[Tutor] Regular Expression question

Michael Janssen Janssen@rz.uni-frankfurt.de
Sun Apr 20 15:42:01 2003


On Sun, 20 Apr 2003, Scott Chapman wrote:

> It appears that the aggregation functions of parenthesis are limited.  This
> does not work:
>
> <html([ \t]*>)|([ \t:].+?>)

Seems to be a point, where re gets very sophisticated ;-)

You should try to explain in plain words what this re is expected to do
(and each part of it). This often helps to find logical mistakes
(Pointer: "ab|c" doesn't look for ab or ac but for ab or c).

On the other hand, you should possibly use a different overall design:
instead of one very tricky all-purpose regexp you should break your html
in first step into tags, then get the type of the tag then the attributes
then the values of the attributes (or any order like this).

This way, you look for a complete tag and give it to a function to analyse
this tag further (look if it match certain conditions or retrieve the
content).

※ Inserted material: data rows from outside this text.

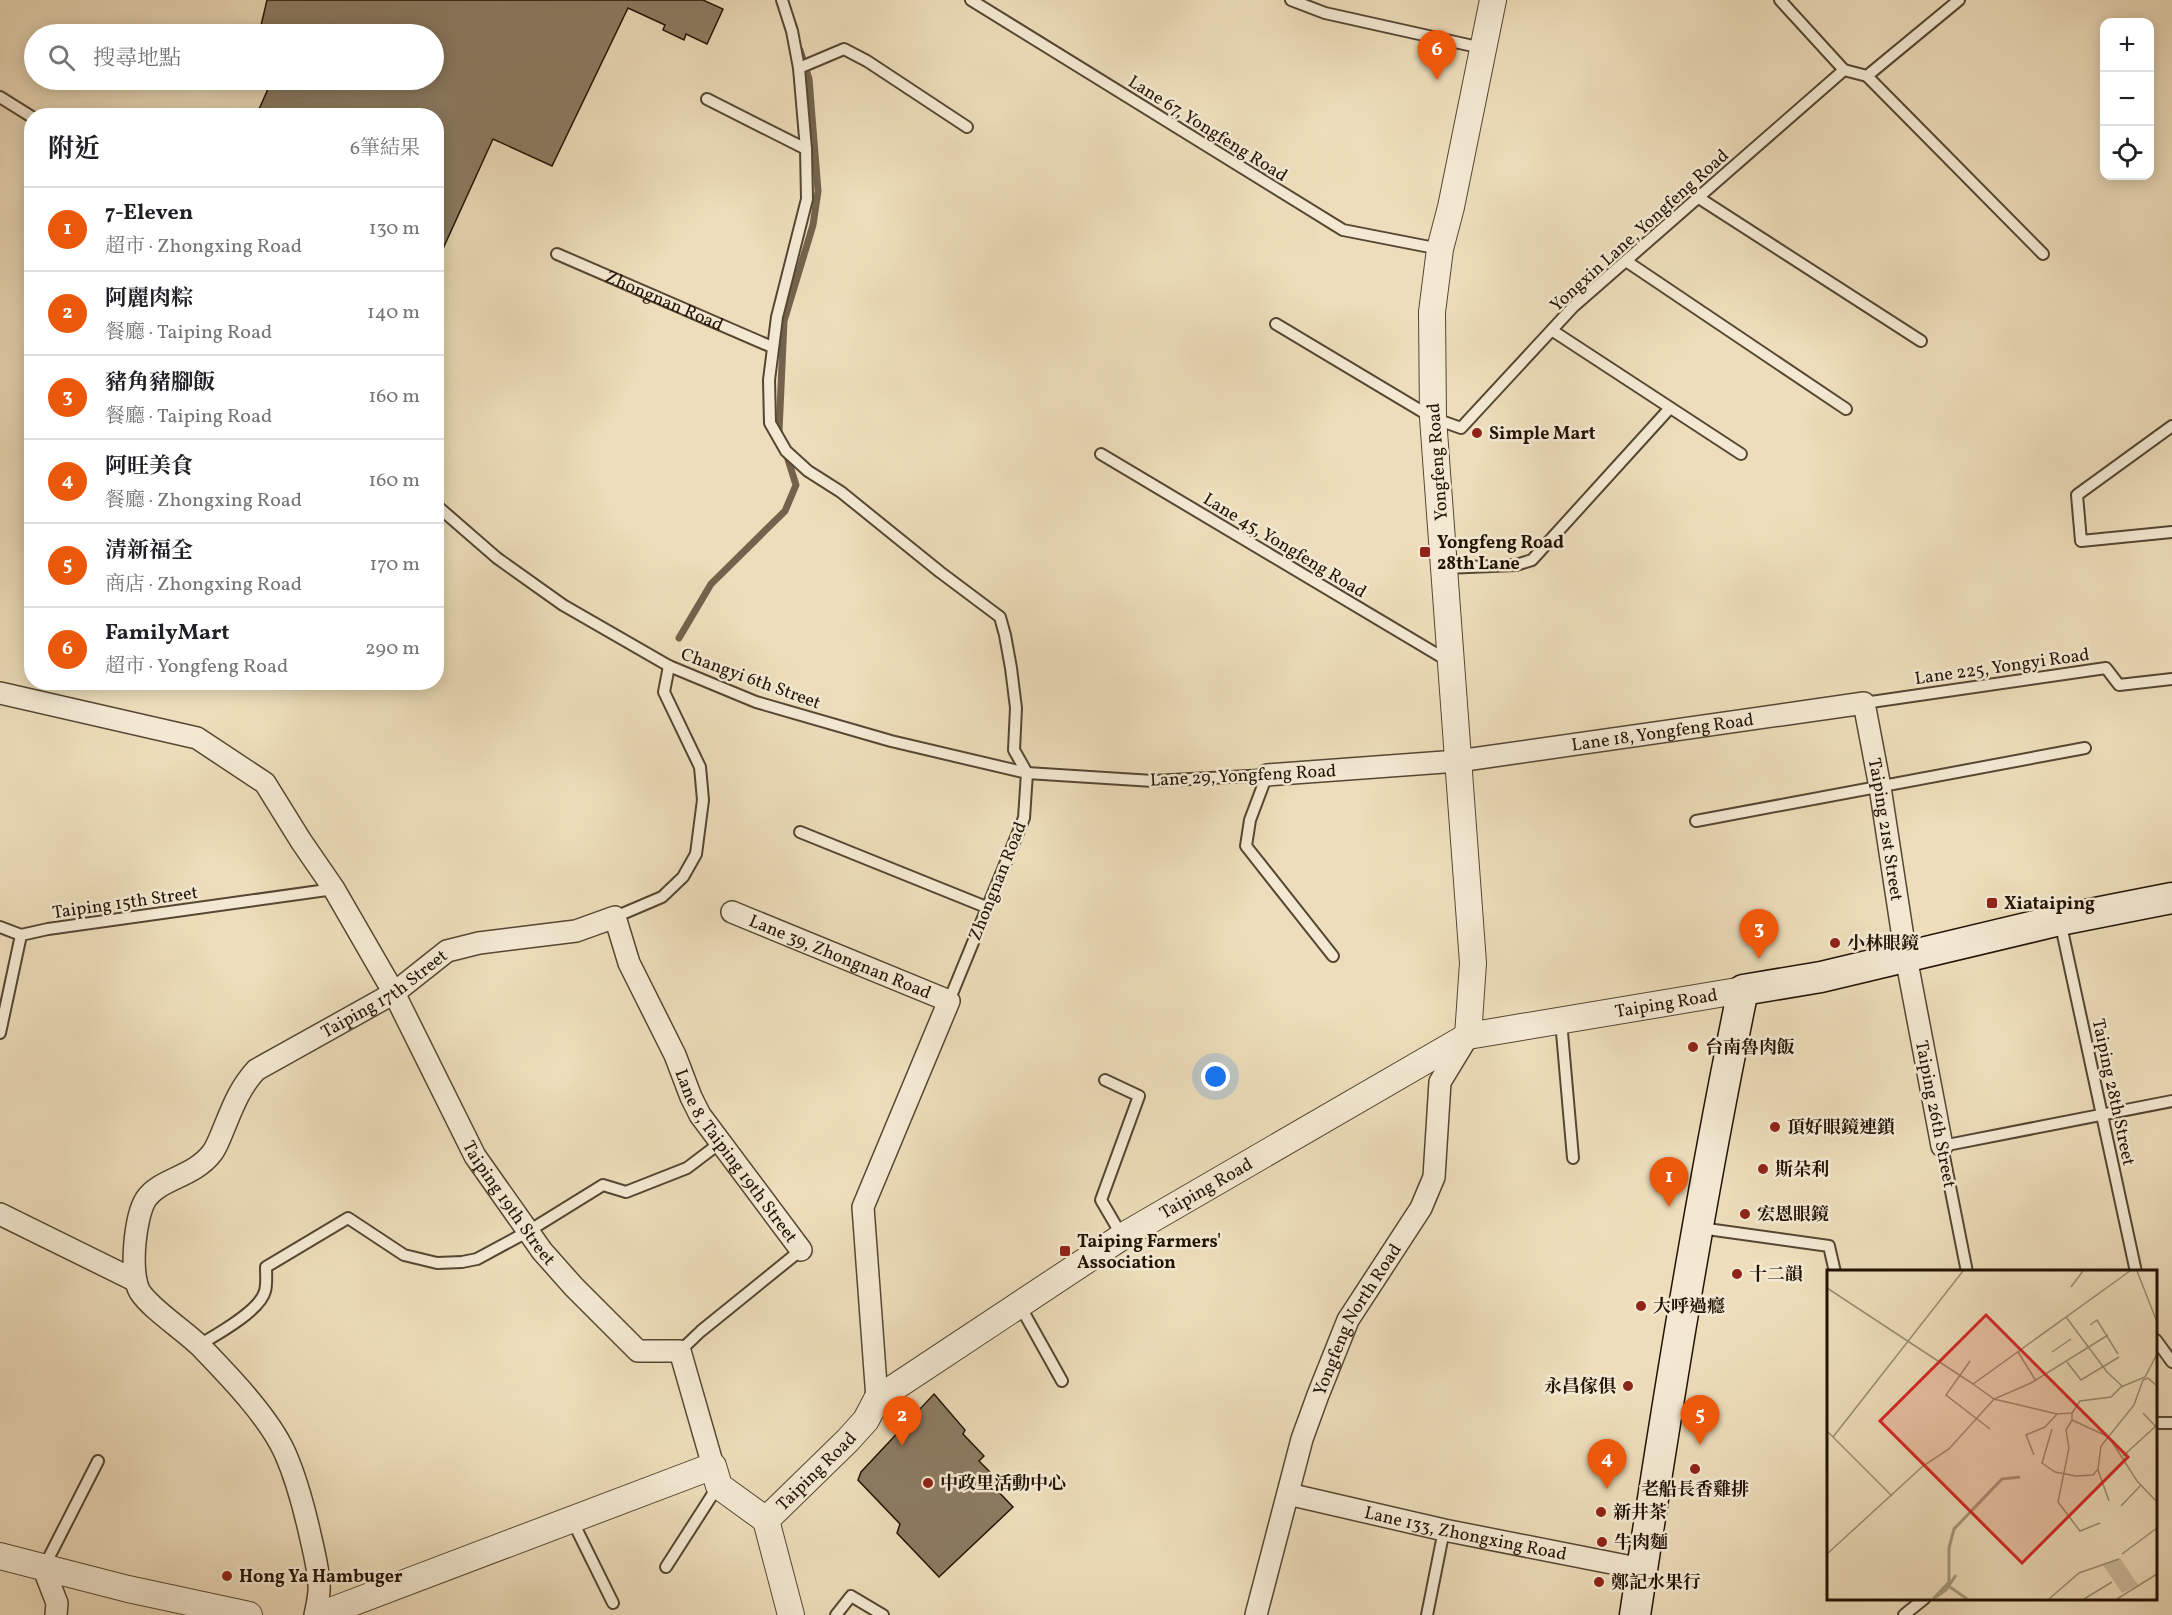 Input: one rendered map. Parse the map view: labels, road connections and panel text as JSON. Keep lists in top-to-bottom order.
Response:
{
  "streets": {
    "main road": ["Taiping Road"],
    "street": [
      "Zhongnan Road",
      "Yongfeng Road",
      "Lane 18, Yongfeng Road",
      "Lane 29, Yongfeng Road",
      "Taiping 21st Street",
      "Lane 39, Zhongnan Road",
      "Taiping 17th Street",
      "Taiping 26th Street",
      "Lane 8, Taiping 19th Street",
      "Taiping 19th Street",
      "Yongfeng North Road",
      "Lane 133, Zhongxing Road"
    ],
    "lane": [
      "Lane 67, Yongfeng Road",
      "Yongxin Lane, Yongfeng Road",
      "Lane 45, Yongfeng Road",
      "Lane 225, Yongyi Road",
      "Changyi 6th Street",
      "Taiping 15th Street",
      "Taiping 28th Street"
    ]
  },
  "crossings": [
    ["Lane 67, Yongfeng Road", "Yongfeng Road"],
    ["Yongxin Lane, Yongfeng Road", "Yongfeng Road"],
    ["Zhongnan Road", "Changyi 6th Street"],
    ["Zhongnan Road", "Lane 29, Yongfeng Road"],
    ["Zhongnan Road", "Lane 39, Zhongnan Road"],
    ["Zhongnan Road", "Taiping Road"],
    ["Yongfeng Road", "Lane 45, Yongfeng Road"],
    ["Yongfeng Road", "Lane 18, Yongfeng Road"],
    ["Yongfeng Road", "Lane 29, Yongfeng Road"],
    ["Yongfeng Road", "Taiping Road"],
    ["Yongfeng Road", "Yongfeng North Road"],
    ["Lane 225, Yongyi Road", "Lane 18, Yongfeng Road"],
    ["Lane 225, Yongyi Road", "Taiping 21st Street"],
    ["Changyi 6th Street", "Lane 29, Yongfeng Road"],
    ["Changyi 6th Street", "Taiping 17th Street"],
    ["Lane 18, Yongfeng Road", "Lane 29, Yongfeng Road"],
    ["Lane 18, Yongfeng Road", "Taiping 21st Street"],
    ["Taiping 21st Street", "Taiping Road"],
    ["Taiping 21st Street", "Taiping 26th Street"],
    ["Taiping 15th Street", "Taiping 19th Street"],
    ["Taiping 17th Street", "Lane 8, Taiping 19th Street"],
    ["Taiping 17th Street", "Taiping 19th Street"],
    ["Taiping Road", "Taiping 28th Street"],
    ["Taiping Road", "Taiping 26th Street"],
    ["Taiping Road", "Yongfeng North Road"],
    ["Lane 8, Taiping 19th Street", "Taiping 19th Street"],
    ["Yongfeng North Road", "Lane 133, Zhongxing Road"]
  ],
  "places": {
    "other": [
      "Simple Mart",
      "小林眼鏡",
      "台南魯肉飯",
      "頂好眼鏡連鎖",
      "斯朵利",
      "宏恩眼鏡",
      "十二韻",
      "大呼過癮",
      "永昌傢俱",
      "老船長香雞排",
      "中政里活動中心",
      "新井茶",
      "牛肉麵",
      "Hong Ya Hambuger",
      "鄭記水果行"
    ],
    "transit": ["Yongfeng Road 28th Lane", "Xiataiping", "Taiping Farmers' Association"]
  },
  "page": {
    "map_buttons": ["+", "−"],
    "search": "搜尋地點",
    "pins": [
      "6",
      "3",
      "1",
      "5",
      "2",
      "4"
    ],
    "heading": ["附近", "6筆結果"],
    "list": [
      {
        "mark": "1",
        "name": "7-Eleven",
        "note": "超市 · Zhongxing Road",
        "value": "130 m"
      },
      {
        "mark": "2",
        "name": "阿麗肉粽",
        "note": "餐廳 · Taiping Road",
        "value": "140 m"
      },
      {
        "mark": "3",
        "name": "豬角豬腳飯",
        "note": "餐廳 · Taiping Road",
        "value": "160 m"
      },
      {
        "mark": "4",
        "name": "阿旺美食",
        "note": "餐廳 · Zhongxing Road",
        "value": "160 m"
      },
      {
        "mark": "5",
        "name": "清新福全",
        "note": "商店 · Zhongxing Road",
        "value": "170 m"
      },
      {
        "mark": "6",
        "name": "FamilyMart",
        "note": "超市 · Yongfeng Road",
        "value": "290 m"
      }
    ]
  }
}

When I would try to "simply" parse html without a complete
htmlParser, I would do it this way.

> test(r'<html[([ \t]*)([ \t:].+?)]>')
>
> <html blah>
> Traceback (most recent call last):
...
> sre_constants.error: unbalanced parenthesis

[]-brackets build a character set. With '[([ \t]*)([ \t:].+?)]' they are
simply missused. '(([ \t]*)([ \t:].+?))' is working but a noop for
aggregation (not for retrieving values).

Michael